What needs to be done = Please find how many lines of the data contain the string "paths", and respond with that number only.

** Opening Dataset excerpts block **

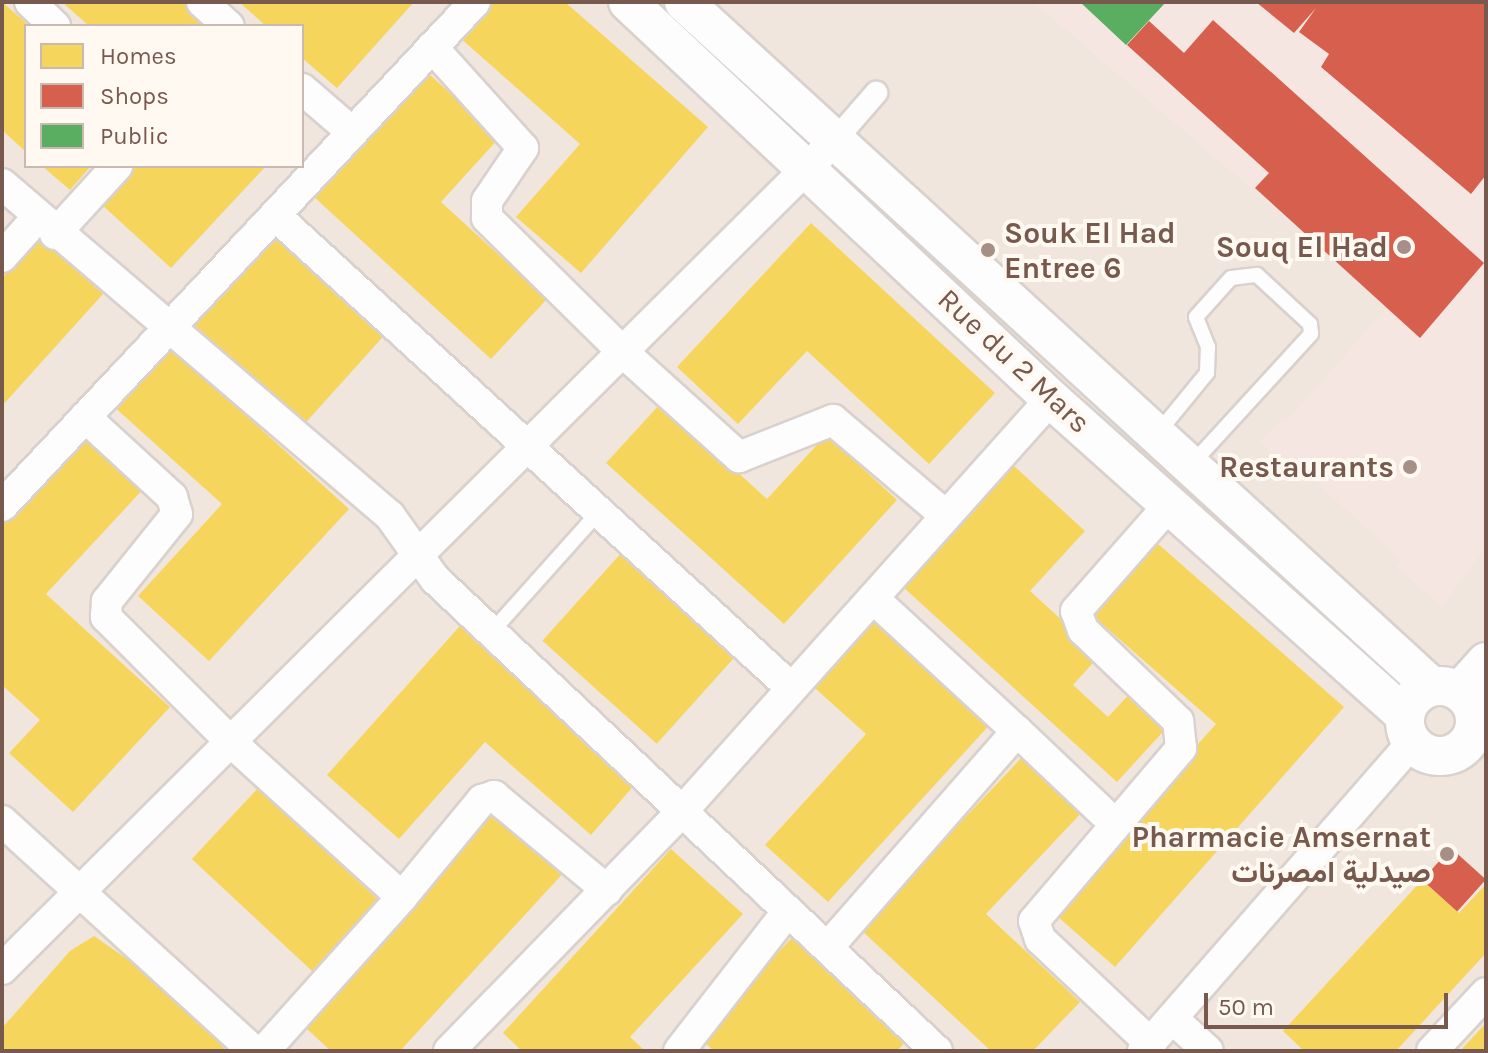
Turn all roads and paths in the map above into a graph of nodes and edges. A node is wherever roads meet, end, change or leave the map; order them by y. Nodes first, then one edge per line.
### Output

** Closing Dataset excerpts block **
** Opening Dataset excerpts block **

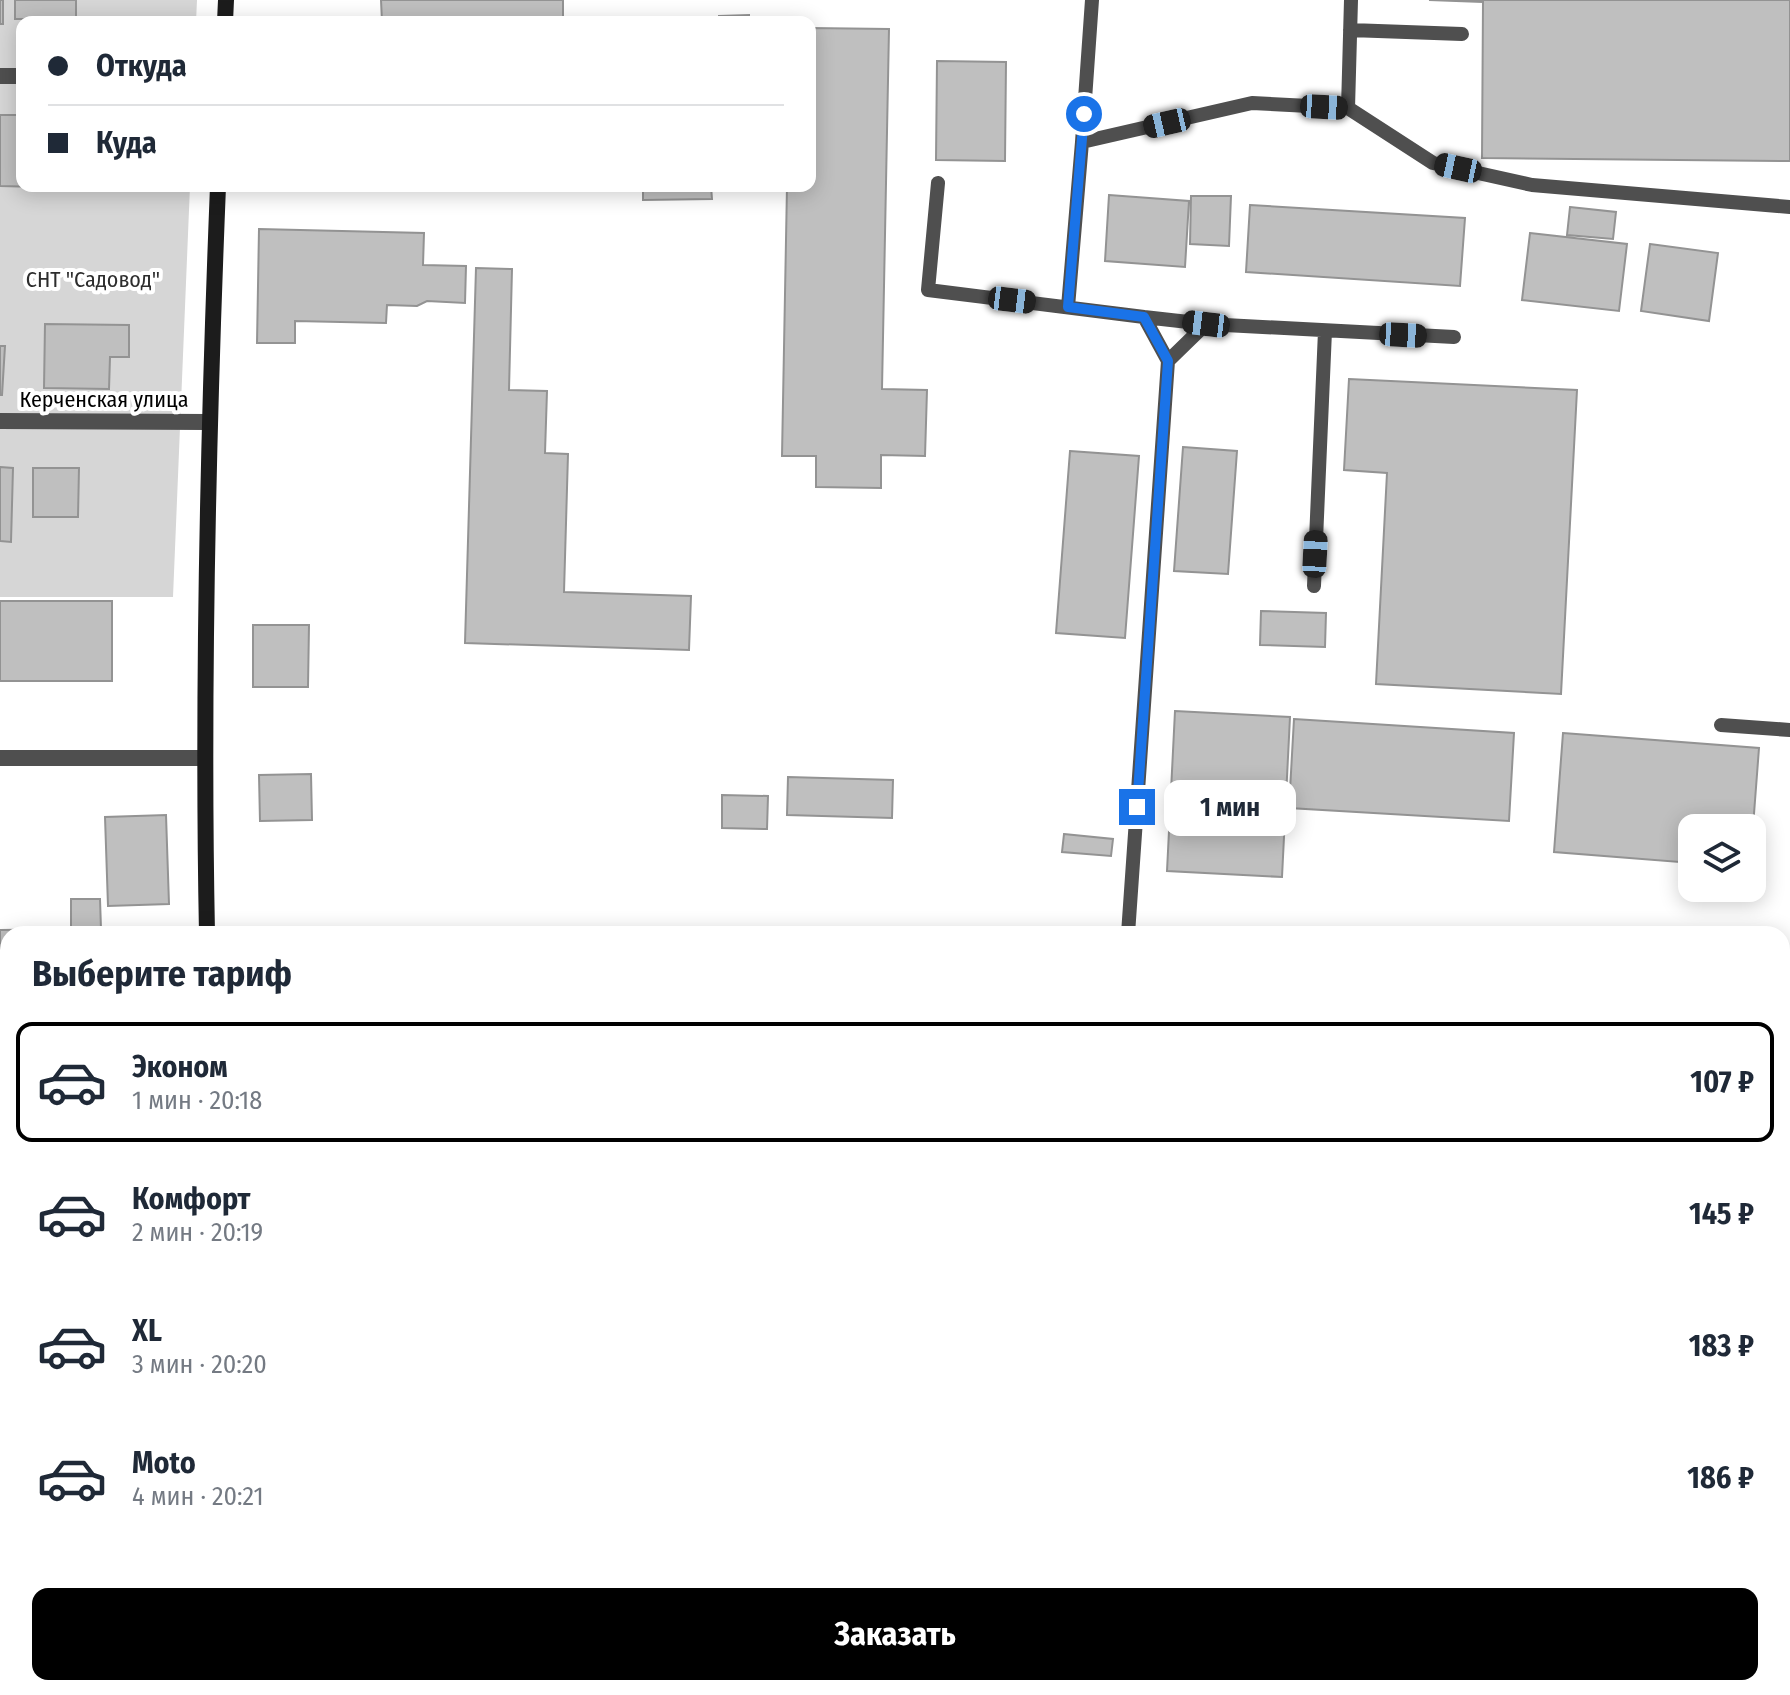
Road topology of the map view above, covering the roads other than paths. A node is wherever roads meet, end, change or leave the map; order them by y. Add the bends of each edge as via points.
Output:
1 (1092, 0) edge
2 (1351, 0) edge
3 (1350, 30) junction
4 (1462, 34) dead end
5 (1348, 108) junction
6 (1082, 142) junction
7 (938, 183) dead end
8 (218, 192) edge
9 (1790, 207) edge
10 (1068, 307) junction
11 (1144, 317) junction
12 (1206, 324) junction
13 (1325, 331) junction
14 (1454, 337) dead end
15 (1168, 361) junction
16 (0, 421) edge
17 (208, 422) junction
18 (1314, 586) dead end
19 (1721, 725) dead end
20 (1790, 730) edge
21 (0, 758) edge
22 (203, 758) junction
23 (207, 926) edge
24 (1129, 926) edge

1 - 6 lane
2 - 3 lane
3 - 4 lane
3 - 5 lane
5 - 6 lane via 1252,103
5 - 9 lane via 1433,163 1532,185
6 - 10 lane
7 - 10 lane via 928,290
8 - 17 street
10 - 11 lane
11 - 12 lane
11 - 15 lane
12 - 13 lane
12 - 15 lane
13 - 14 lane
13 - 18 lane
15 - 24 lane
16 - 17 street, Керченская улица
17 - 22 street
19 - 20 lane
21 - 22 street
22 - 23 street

** Closing Dataset excerpts block **

Output of the task = 2